Task to complete: Pick every line from the data below that contains the string "bridge" and copy it.

Exercise materials:

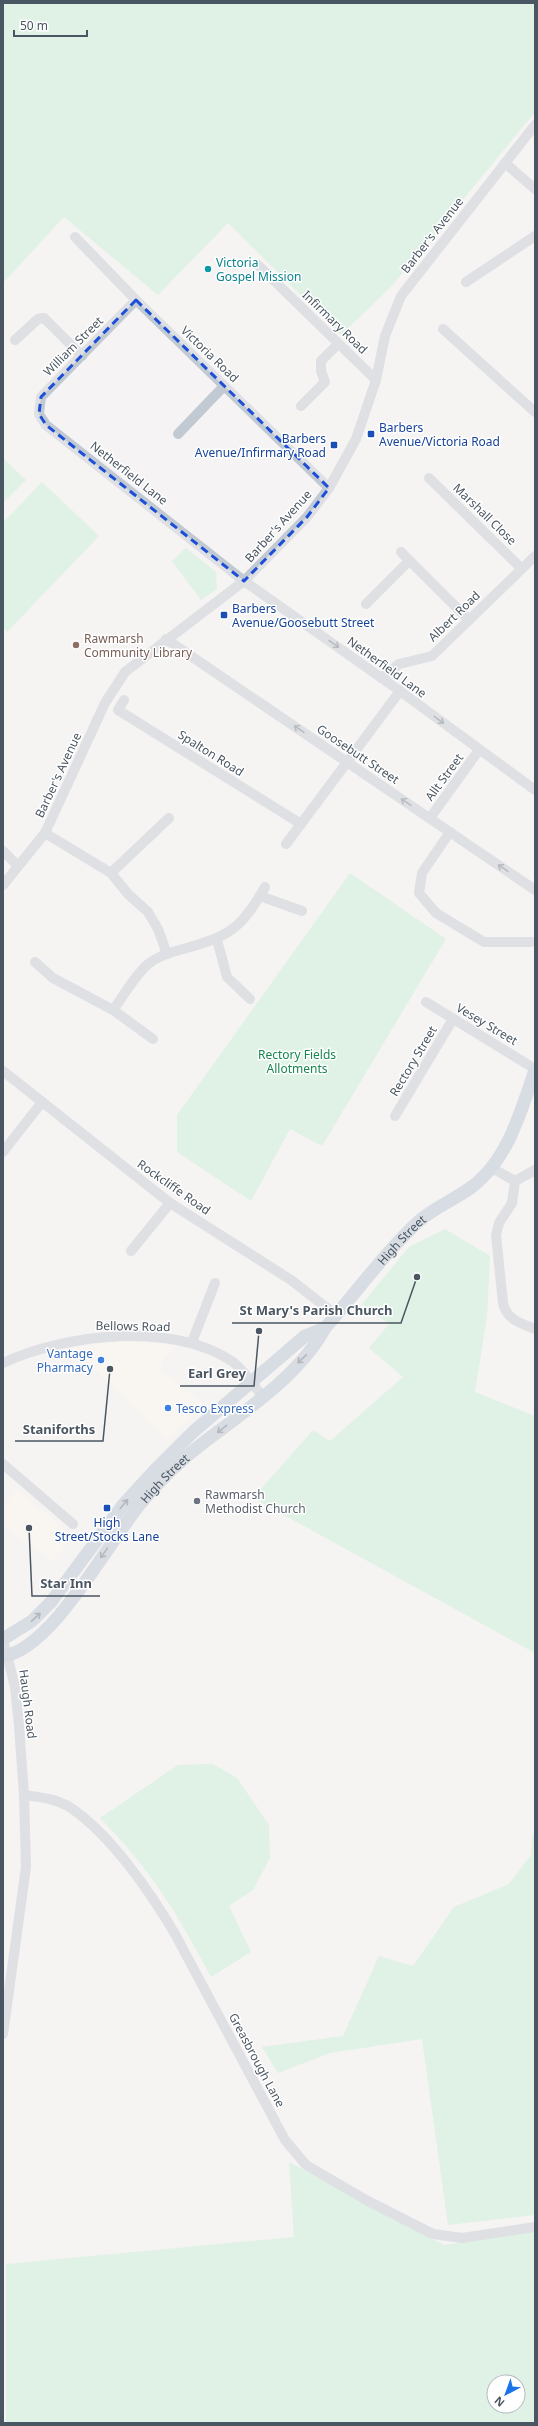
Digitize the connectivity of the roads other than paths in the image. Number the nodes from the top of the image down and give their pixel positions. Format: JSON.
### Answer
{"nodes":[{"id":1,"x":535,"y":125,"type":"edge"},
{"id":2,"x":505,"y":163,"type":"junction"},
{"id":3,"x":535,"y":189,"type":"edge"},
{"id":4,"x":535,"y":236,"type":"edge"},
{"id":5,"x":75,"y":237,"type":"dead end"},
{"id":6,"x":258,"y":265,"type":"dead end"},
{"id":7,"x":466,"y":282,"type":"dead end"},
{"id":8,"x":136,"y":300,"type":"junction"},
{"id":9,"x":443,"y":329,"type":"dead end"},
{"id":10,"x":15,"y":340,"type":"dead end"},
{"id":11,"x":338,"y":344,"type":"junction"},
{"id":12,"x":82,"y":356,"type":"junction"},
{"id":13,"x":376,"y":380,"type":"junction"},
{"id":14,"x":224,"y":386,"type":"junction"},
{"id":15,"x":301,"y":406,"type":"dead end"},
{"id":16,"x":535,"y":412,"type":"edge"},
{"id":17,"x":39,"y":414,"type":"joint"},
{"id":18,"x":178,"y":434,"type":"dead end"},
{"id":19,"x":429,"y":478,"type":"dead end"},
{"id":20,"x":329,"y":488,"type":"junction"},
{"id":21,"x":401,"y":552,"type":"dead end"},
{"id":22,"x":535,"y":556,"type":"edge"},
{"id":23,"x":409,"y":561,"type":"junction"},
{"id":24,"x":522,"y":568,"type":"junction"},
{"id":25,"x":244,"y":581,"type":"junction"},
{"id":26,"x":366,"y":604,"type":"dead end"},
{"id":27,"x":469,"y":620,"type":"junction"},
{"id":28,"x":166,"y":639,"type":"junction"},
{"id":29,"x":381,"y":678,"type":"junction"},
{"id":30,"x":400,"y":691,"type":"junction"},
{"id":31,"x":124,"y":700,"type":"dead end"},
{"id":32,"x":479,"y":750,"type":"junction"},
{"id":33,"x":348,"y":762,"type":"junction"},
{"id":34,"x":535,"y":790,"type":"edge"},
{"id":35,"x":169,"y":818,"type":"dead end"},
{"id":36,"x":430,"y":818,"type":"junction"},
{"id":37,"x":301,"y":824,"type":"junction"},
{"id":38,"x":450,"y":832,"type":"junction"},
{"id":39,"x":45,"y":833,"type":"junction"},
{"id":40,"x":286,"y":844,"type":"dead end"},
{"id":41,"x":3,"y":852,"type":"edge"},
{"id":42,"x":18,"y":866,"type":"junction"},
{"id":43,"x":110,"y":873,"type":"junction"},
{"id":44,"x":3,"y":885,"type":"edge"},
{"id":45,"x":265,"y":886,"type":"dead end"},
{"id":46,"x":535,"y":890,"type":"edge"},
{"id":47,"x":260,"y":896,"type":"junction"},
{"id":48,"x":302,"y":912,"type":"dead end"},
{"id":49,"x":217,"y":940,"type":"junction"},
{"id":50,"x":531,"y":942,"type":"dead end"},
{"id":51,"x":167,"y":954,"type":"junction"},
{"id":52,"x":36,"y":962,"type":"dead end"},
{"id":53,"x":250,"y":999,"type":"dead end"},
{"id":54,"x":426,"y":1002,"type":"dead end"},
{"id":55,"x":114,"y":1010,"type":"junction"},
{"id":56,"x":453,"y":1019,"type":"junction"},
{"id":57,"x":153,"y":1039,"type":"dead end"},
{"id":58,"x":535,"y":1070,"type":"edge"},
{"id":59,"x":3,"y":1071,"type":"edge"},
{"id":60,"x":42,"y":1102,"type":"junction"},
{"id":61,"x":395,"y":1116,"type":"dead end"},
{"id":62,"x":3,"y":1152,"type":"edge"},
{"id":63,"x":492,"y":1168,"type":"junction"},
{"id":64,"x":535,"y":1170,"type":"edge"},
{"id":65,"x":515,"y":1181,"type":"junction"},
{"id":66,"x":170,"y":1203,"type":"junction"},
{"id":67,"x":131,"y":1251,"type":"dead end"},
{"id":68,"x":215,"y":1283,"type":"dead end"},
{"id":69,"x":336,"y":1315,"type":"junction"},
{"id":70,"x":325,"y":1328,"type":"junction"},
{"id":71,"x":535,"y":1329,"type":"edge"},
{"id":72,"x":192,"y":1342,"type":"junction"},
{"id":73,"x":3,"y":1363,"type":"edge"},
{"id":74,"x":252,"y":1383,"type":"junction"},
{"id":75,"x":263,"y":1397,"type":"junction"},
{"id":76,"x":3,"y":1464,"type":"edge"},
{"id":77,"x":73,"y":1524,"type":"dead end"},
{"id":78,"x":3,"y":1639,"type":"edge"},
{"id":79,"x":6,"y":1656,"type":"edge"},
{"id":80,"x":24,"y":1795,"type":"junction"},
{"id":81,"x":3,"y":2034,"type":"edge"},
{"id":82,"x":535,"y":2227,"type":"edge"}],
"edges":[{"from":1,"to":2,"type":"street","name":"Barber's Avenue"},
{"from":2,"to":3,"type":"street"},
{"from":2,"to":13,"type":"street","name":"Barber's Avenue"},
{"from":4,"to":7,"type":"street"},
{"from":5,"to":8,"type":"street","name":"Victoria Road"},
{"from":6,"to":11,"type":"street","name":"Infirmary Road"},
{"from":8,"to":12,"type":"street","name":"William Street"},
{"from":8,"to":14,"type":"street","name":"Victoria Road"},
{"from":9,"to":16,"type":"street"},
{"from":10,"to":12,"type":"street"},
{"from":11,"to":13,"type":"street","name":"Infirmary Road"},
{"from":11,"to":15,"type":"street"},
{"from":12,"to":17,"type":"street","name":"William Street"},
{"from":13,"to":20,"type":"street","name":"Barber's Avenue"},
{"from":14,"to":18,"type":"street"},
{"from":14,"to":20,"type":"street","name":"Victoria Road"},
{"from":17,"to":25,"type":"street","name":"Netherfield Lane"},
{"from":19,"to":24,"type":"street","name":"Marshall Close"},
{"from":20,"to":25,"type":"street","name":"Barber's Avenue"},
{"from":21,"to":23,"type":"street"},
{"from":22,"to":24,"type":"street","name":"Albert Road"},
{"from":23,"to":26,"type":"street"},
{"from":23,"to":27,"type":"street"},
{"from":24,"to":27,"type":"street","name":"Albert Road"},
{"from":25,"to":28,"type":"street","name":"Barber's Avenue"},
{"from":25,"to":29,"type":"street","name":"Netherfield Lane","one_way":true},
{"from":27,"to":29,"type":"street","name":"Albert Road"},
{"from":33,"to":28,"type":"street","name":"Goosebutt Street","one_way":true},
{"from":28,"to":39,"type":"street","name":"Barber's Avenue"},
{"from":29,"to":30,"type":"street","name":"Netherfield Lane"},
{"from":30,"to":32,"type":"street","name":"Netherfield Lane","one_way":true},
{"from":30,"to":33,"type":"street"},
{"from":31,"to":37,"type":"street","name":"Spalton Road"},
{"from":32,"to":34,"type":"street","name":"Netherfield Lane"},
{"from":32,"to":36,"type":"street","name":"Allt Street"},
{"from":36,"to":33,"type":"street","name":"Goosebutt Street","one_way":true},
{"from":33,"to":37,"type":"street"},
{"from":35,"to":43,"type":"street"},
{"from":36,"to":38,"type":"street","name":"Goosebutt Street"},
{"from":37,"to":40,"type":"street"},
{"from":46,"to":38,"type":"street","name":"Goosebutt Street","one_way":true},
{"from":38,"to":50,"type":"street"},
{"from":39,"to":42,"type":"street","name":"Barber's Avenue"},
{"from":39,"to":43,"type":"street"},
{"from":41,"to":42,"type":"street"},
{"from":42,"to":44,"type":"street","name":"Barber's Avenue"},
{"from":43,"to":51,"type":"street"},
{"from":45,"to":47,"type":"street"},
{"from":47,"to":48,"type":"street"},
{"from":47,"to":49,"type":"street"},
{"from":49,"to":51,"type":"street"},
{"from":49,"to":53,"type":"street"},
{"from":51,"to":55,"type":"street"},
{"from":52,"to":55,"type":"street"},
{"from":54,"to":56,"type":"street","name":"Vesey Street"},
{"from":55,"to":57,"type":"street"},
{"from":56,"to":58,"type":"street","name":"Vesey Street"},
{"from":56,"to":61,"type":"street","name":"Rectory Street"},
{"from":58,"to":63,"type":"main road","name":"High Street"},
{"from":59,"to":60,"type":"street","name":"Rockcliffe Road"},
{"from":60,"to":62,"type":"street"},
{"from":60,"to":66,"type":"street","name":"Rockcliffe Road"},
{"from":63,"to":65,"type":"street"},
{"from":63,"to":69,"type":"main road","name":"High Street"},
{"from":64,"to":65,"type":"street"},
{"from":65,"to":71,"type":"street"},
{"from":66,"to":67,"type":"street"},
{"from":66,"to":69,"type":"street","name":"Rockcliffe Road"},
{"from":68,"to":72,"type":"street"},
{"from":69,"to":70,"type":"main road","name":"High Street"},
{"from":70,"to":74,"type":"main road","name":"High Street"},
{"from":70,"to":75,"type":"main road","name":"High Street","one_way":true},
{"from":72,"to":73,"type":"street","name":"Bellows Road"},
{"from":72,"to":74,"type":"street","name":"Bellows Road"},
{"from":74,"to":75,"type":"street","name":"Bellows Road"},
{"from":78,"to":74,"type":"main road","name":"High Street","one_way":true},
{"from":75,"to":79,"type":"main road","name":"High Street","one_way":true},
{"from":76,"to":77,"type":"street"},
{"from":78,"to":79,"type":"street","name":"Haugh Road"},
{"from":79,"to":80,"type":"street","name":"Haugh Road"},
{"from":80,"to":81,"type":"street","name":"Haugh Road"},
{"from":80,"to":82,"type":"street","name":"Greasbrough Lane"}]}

==

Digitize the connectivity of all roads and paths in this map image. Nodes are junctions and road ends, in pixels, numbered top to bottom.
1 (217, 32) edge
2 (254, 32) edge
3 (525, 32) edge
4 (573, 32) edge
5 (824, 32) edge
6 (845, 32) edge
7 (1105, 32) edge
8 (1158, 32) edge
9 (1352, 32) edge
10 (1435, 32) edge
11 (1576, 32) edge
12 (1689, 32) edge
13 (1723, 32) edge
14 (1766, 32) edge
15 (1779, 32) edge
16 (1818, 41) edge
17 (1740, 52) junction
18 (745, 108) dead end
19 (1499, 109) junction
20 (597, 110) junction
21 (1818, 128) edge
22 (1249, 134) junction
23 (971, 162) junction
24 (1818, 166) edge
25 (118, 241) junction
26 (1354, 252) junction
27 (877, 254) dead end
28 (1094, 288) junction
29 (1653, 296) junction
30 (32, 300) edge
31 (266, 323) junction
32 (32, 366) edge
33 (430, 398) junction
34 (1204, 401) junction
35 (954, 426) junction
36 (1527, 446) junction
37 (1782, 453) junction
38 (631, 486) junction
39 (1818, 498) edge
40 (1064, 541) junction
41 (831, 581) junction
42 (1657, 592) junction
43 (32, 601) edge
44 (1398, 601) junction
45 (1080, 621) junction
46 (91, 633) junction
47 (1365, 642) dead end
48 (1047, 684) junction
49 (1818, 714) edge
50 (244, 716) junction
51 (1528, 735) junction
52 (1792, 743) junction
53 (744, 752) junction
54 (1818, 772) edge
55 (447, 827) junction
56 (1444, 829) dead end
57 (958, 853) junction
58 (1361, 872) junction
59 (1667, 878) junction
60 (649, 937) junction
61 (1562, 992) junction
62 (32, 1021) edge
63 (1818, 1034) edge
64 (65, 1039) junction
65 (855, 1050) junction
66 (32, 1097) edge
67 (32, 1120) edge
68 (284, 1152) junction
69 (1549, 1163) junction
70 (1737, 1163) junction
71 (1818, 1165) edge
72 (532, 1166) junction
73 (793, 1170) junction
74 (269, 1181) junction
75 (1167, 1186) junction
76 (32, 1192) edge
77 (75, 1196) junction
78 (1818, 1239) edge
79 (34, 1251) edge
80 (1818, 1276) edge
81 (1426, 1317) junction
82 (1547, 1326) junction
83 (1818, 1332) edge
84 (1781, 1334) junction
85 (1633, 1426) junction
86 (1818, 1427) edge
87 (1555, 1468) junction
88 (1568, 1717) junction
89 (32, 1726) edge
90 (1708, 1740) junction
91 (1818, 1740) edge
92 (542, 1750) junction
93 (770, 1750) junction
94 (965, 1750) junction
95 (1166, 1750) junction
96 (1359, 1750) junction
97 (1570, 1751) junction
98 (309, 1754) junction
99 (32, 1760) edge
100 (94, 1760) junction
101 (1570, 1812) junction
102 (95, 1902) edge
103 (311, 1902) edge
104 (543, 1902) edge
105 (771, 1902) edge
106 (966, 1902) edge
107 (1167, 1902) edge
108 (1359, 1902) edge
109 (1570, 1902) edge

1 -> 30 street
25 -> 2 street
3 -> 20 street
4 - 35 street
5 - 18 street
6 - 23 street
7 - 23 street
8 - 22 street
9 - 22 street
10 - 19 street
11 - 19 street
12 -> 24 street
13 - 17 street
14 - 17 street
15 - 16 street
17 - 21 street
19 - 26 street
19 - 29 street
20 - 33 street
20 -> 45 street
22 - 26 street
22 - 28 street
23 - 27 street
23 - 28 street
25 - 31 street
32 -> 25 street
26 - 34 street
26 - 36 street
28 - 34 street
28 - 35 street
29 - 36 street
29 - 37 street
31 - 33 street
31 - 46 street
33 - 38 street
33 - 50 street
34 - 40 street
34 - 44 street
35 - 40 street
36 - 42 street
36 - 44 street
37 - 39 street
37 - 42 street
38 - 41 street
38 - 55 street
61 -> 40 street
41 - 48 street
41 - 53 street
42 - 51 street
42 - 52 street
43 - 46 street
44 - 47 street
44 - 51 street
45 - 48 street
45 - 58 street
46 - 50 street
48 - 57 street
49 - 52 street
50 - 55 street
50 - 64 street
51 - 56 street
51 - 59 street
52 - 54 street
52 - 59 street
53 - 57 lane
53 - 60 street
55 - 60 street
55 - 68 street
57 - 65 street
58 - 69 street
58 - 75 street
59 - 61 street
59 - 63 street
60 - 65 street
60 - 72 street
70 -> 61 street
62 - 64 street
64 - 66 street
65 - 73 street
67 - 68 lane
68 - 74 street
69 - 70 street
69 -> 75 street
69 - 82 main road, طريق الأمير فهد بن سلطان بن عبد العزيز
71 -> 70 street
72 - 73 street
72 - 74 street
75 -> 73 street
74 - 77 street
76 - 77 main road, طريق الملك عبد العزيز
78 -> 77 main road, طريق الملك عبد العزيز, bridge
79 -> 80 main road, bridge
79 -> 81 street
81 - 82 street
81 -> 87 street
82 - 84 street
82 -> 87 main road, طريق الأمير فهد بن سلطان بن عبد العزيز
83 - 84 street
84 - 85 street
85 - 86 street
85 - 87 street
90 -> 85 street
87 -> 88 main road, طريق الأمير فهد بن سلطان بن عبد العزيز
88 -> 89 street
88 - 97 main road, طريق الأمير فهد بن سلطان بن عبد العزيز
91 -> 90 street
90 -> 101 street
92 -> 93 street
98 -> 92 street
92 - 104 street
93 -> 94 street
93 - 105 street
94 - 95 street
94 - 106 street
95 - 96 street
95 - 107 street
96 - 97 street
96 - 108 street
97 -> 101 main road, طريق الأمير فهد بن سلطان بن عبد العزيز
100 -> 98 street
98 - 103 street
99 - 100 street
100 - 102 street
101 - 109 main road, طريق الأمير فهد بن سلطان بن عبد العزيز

Exercise result:
78 -> 77 main road, طريق الملك عبد العزيز, bridge
79 -> 80 main road, bridge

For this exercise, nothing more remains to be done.